Required action
The records below are to be transcribed exactly from their first line to the line that has "middle pip: (1208, 944)", inclusive, with every picture omitted.
Start of Block
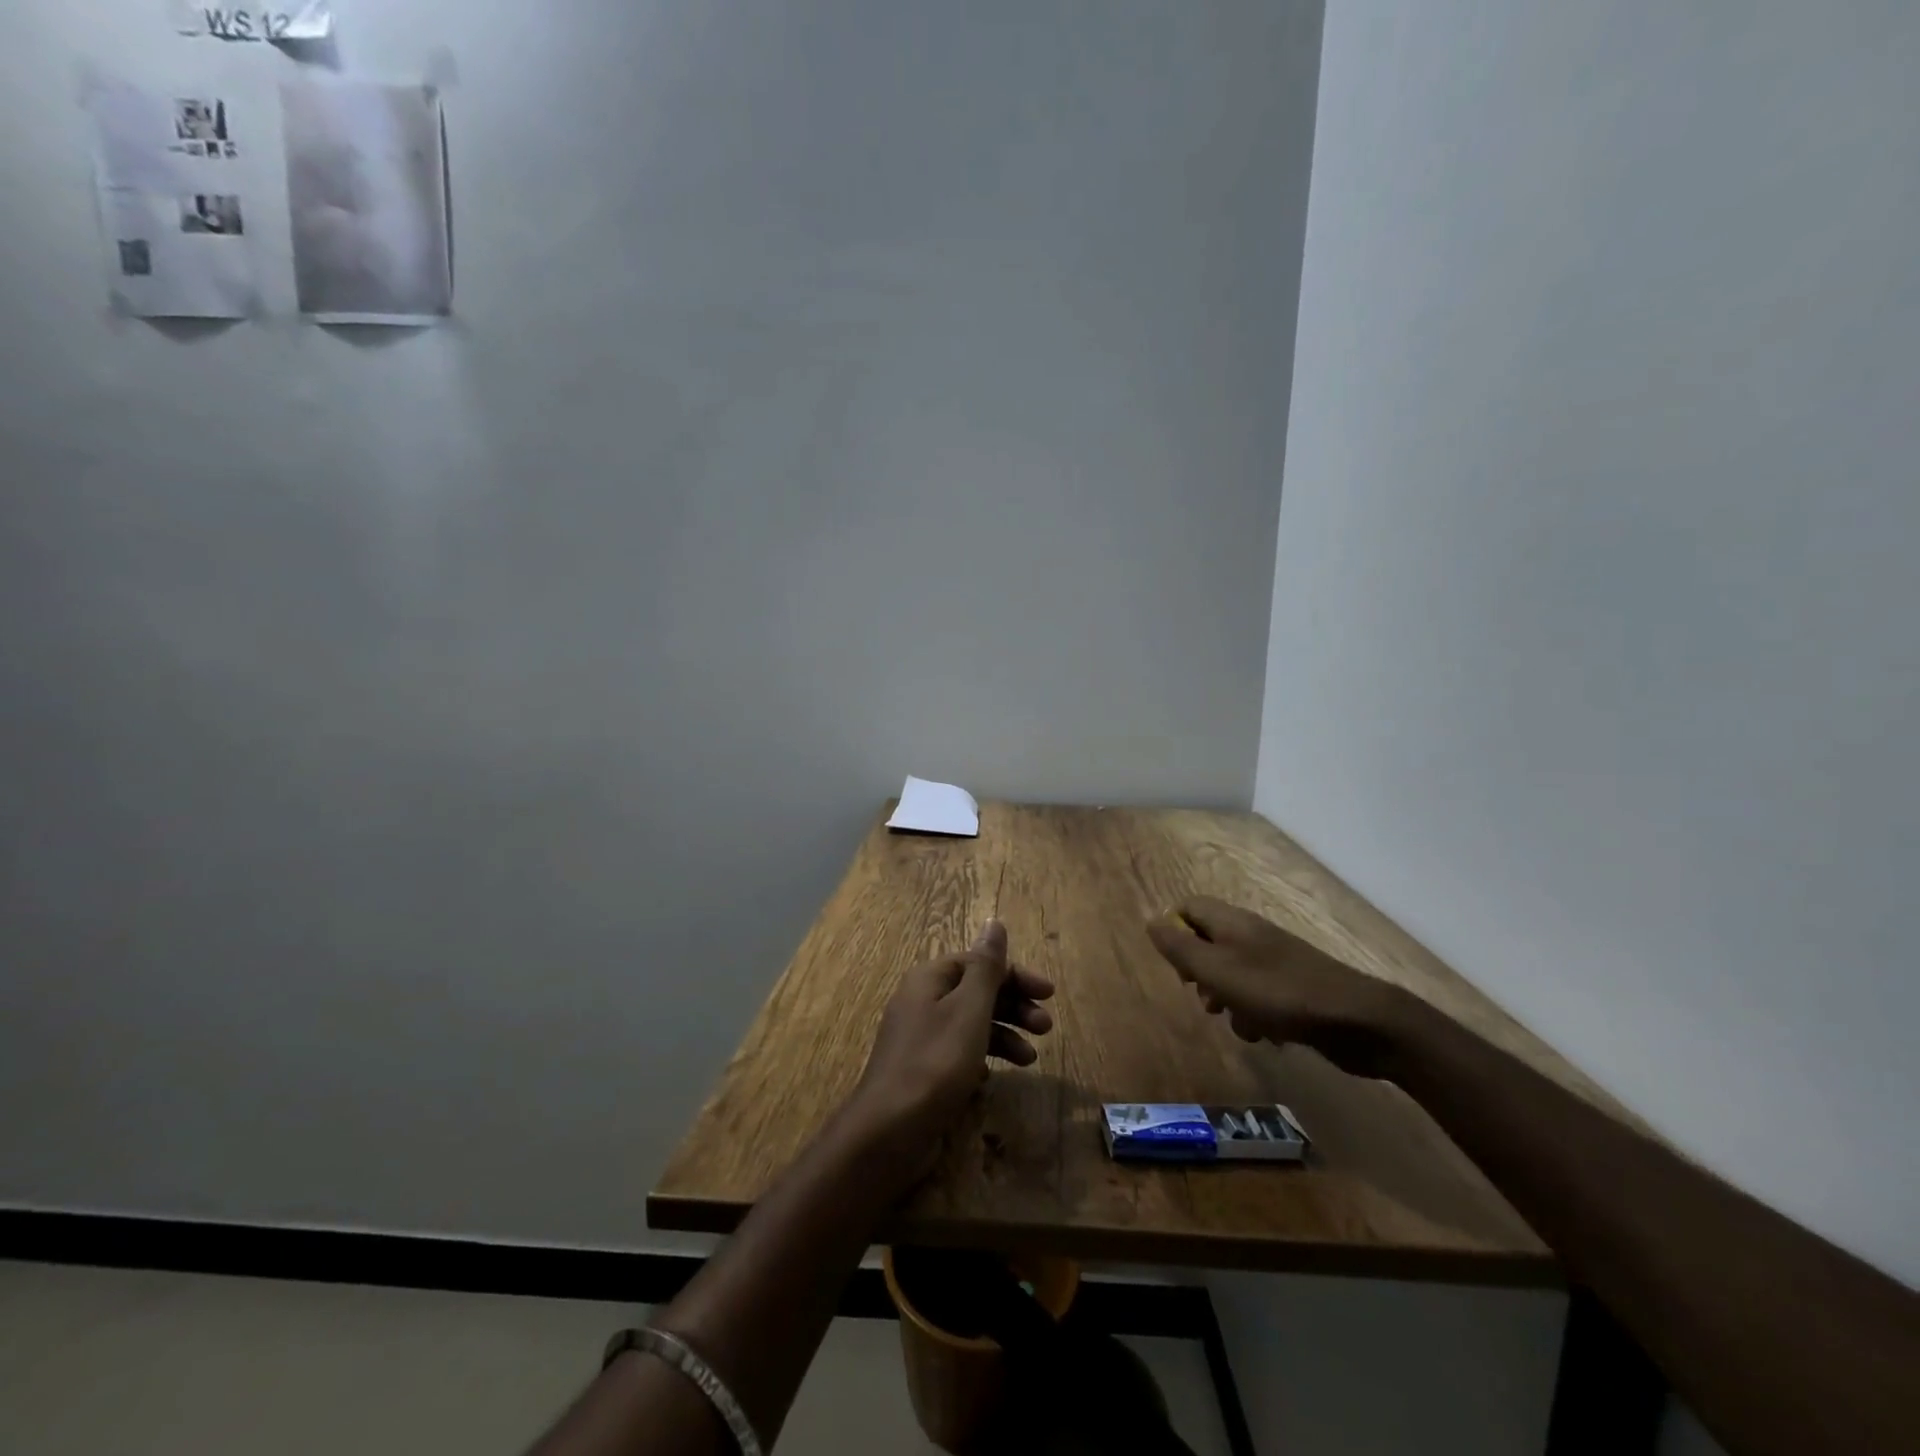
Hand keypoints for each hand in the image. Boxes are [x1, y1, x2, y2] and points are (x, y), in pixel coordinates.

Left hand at [845, 920, 1054, 1178]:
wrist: (889, 1130)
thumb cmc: (935, 1062)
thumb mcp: (969, 1009)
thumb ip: (986, 967)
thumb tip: (994, 922)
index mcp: (930, 979)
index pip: (979, 963)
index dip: (1016, 975)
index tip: (1049, 994)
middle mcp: (922, 1001)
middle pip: (976, 992)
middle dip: (1014, 1006)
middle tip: (1046, 1028)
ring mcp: (920, 1038)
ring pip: (970, 1024)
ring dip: (1004, 1035)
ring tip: (1030, 1059)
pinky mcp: (922, 1071)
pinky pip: (958, 1053)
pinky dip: (981, 1058)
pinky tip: (993, 1077)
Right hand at [1146, 897, 1407, 1077]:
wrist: (1356, 1021)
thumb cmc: (1277, 992)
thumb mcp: (1217, 970)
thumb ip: (1180, 948)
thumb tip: (1150, 922)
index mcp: (1231, 922)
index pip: (1188, 908)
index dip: (1175, 932)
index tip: (1176, 965)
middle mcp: (1251, 935)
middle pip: (1208, 944)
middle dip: (1199, 974)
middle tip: (1203, 997)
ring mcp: (1275, 963)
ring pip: (1232, 976)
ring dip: (1227, 1001)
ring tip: (1237, 1022)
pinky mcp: (1293, 990)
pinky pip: (1259, 998)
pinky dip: (1255, 1016)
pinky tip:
End of Block
Response
Hand keypoints for each hand in the image. Boxes are [x1, y1, x2, y2] and points are (x, y), in pixel coordinates.

Left hand at [845, 920, 1054, 1178]:
wrist: (889, 1130)
thumb cmc: (935, 1062)
thumb mcp: (969, 1009)
thumb ip: (986, 967)
thumb tip: (994, 922)
index mcp: (930, 979)
index pip: (979, 963)
index dip: (1016, 975)
index tip: (1049, 994)
middle mcp: (922, 1001)
middle pip: (976, 992)
middle dip: (1014, 1006)
middle tip: (1046, 1028)
ring mcp: (920, 1038)
ring pip: (970, 1024)
ring dip: (1004, 1035)
ring tip: (1030, 1059)
pinky mcp: (922, 1071)
pinky pip: (958, 1053)
pinky dip: (981, 1058)
pinky tip: (993, 1077)
Right hand at [1146, 897, 1407, 1077]:
wrist: (1356, 1021)
thumb cmc: (1277, 992)
thumb mcp: (1217, 970)
thumb ip: (1180, 948)
thumb tip: (1150, 922)
index mcp: (1231, 922)
index pip: (1188, 908)
index dip: (1175, 932)
index tip: (1176, 965)
middle mcp: (1251, 935)
middle pip: (1208, 944)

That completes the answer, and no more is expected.